ARDS Caused by Pulmonary and Extrapulmonary Disease: Different Syndromes?
ARDS Caused by Pulmonary and Extrapulmonary Disease: Different Syndromes?
Abstract & Commentary
Synopsis: Pulmonary mechanics at zero PEEP and with incremental increases in PEEP differ in patients with ARDS of pulmonary (RDSp) vs. extrapulmonary (ARDSexp) origin. Elastance of the lung at zero PEEP was higher in pulmonary ARDS. With application of PEEP, total respiratory system elastance decreased in extrapulmonary ARDS.
Source: Gattinoni L, et al. Am J Respir Crit Care Med 1998;158:3-11.
Gattinoni’s group in milan systemically evalu-ated pulmonary mechanics at 0, 5, 10, and 15 cm H2O of positive end-expiratory pressure (PEEP) in 12 patients with the acute respiratory distress syndrome caused by pulmonary processes (ARDSp) and in nine patients with ARDS caused by extrapulmonary processes (ARDSexp) within two days of the onset of the syndrome.

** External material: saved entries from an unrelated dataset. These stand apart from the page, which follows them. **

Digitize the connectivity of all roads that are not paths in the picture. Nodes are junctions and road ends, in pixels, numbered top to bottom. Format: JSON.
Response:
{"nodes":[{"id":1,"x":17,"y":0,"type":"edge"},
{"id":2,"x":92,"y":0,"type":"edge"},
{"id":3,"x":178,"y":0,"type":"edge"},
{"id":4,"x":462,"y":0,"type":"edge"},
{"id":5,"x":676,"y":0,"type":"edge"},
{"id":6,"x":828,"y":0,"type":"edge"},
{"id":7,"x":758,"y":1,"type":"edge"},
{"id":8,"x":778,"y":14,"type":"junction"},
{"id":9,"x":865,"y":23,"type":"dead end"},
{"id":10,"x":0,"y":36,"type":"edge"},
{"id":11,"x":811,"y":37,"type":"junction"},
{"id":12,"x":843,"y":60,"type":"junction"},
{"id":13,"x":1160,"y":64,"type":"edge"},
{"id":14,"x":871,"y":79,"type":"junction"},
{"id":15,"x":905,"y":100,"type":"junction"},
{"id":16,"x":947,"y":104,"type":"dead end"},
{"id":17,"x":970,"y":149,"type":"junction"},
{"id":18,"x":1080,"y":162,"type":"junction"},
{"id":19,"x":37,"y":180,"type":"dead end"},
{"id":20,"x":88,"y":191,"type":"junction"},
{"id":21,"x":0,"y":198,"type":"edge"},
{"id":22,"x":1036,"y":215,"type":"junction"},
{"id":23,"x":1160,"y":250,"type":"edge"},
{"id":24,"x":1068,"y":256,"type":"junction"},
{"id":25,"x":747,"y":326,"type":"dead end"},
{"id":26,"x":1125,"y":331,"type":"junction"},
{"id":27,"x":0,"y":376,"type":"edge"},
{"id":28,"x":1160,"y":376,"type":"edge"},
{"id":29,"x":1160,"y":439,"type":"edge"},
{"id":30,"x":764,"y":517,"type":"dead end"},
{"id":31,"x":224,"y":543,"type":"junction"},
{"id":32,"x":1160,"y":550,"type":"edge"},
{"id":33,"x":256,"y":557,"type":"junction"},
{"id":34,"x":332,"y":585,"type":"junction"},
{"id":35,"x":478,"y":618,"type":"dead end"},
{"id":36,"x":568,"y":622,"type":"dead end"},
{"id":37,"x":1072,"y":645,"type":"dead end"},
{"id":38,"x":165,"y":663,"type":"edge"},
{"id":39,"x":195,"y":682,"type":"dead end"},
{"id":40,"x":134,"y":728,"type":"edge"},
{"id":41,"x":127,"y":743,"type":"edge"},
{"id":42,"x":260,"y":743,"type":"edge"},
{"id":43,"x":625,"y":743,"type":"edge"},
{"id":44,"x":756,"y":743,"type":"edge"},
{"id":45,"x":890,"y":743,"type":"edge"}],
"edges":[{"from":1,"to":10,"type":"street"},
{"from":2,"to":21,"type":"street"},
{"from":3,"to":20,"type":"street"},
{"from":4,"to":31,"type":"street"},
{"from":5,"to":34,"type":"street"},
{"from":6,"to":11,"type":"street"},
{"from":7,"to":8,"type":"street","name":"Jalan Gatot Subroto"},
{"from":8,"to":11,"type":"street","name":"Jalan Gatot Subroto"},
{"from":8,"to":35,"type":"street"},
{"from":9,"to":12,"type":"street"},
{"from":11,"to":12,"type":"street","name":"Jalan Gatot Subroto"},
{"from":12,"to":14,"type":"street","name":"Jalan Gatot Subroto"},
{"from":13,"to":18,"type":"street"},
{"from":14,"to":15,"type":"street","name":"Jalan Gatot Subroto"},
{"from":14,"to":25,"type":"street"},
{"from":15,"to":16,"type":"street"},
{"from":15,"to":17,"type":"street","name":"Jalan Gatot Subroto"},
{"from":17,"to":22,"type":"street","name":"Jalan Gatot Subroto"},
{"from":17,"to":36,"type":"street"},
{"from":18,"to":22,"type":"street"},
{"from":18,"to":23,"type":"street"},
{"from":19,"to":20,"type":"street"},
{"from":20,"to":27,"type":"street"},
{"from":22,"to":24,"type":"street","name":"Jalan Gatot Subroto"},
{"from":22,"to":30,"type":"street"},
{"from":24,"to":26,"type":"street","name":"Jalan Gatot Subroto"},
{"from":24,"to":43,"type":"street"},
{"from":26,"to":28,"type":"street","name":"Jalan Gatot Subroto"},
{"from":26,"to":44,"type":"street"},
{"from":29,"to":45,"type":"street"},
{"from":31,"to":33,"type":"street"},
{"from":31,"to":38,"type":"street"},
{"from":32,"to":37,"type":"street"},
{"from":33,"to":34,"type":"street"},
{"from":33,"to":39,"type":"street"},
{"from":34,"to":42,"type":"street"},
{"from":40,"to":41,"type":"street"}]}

At zero PEEP, total respiratory system static elastance (Est RS) and end-expiratory lung volumes (EELV) were similar in both groups. However, in patients with ARDSp, lung static elastance (Est L) was higher than that in ARDSexp (20.2 ± 5.4 vs 13.8 ± 5.0 cm H2O/L; P < 0.05), whereas chest wall static elastance (Est W) was higher in ARDSexp patients than in patients with ARDSp (12.1 ± 3.8 vs 5.2 ± 1.9 cm H2O/L; P < 0.05). In addition, intra-abdominal pressure (IAP) was higher as measured by transurethral catheter in ARDSexp than in ARDSp (22.2 ± 6.0 vs 8.5 ± 2.9 cm H2O; P < 0.01), and this pressure was significantly correlated with chest wall elastic resistance (P < 0.01).
With the application of PEEP in ARDSp, both Est RS (25.4 ± 6.2 to 31.2 ± 11.3 cm H2O/L; P < 0.01) and Est L increased, while with ARDSexp there were decreases in Est RS (25.9 ± 5.4 to 21.2 ± 5.5 cm H2O/L; P < 0.01), Est W and Est L at 15 cm H2O. In ARDSp, EELV increased from 0.56 ± 0.25 L at 0 PEEP to 1.15 ± 0.36 L (P < 0.05) at 15 cm H2O PEEP. However, it was estimated that recruited lung volume was -0.031 ± 0.09 L. In contrast, in ARDSexp, EELV increased from 0.60 ± 0.29 L at 0 PEEP to 1.49 ± 0.34 L (P < 0.05) at 15 cm H2O PEEP, estimated recruited lung volume being 0.29 ± 0.24 L.
Comment by Robert M. Kacmarek, PhD, RRT
Pathologic descriptions of ARDS have not differentiated features of the syndrome based on the etiology of the ARDS. The results of this study would indicate, at least from the standpoint of a potential therapeutic response in the early phase of ARDS, that manifestations of pulmonary mechanics are different dependent upon the etiology of the process. In patients with extrapulmonary ARDS, recruitment of lung is possible, whereas in pulmonary ARDS, recruitment may not be possible. As a result, the application of PEEP in pulmonary ARDS may cause overdistension of already open lung units. As a result, patients with pulmonary-originating ARDS may be more prone to ventilator-induced lung injury than patients with ARDS caused by extrapulmonary processes. On the other hand, in extrapulmonary ARDS, lung volume is recruitable, and because of the elevated Est W the likelihood of overdistension is decreased, but the probability of cardiovascular compromise with the application of PEEP is increased.
These data, if verified by other studies, may help to explain the diverse results of clinical trials in ARDS. The mixture of ARDSp and ARDSexp patients in a given study may contribute to the equivocal or detrimental results obtained in various trials. However, a number of concerns regarding the present study must be raised. First, almost all recruited patients had either pneumonia or abdominal sepsis. Other causes of either ARDSp or ARDSexp were not evaluated. More important, only 15 cm H2O PEEP was applied, and no "lung-recruitment" maneuvers were used in either group. Specifically, in ARDSp a recruitment maneuver and higher PEEP levels (up to 20-25 cm H2O) may be necessary to demonstrate lung recruitment (Amato et al. N Engl J Med 1998;338:347). In addition, all ventilator settings were constant during the application of PEEP and, as a result, overdistension may have been present at 15 cm H2O PEEP in patients with ARDSp, accounting for the increased elastance.
Based on these data I would not change my clinical management of ARDS. However, these findings may help to explain some of the limited responses to PEEP we have observed in ARDSp. However, Gattinoni et al may have simply missed the mark by not evaluating high enough PEEP levels or using recruitment maneuvers.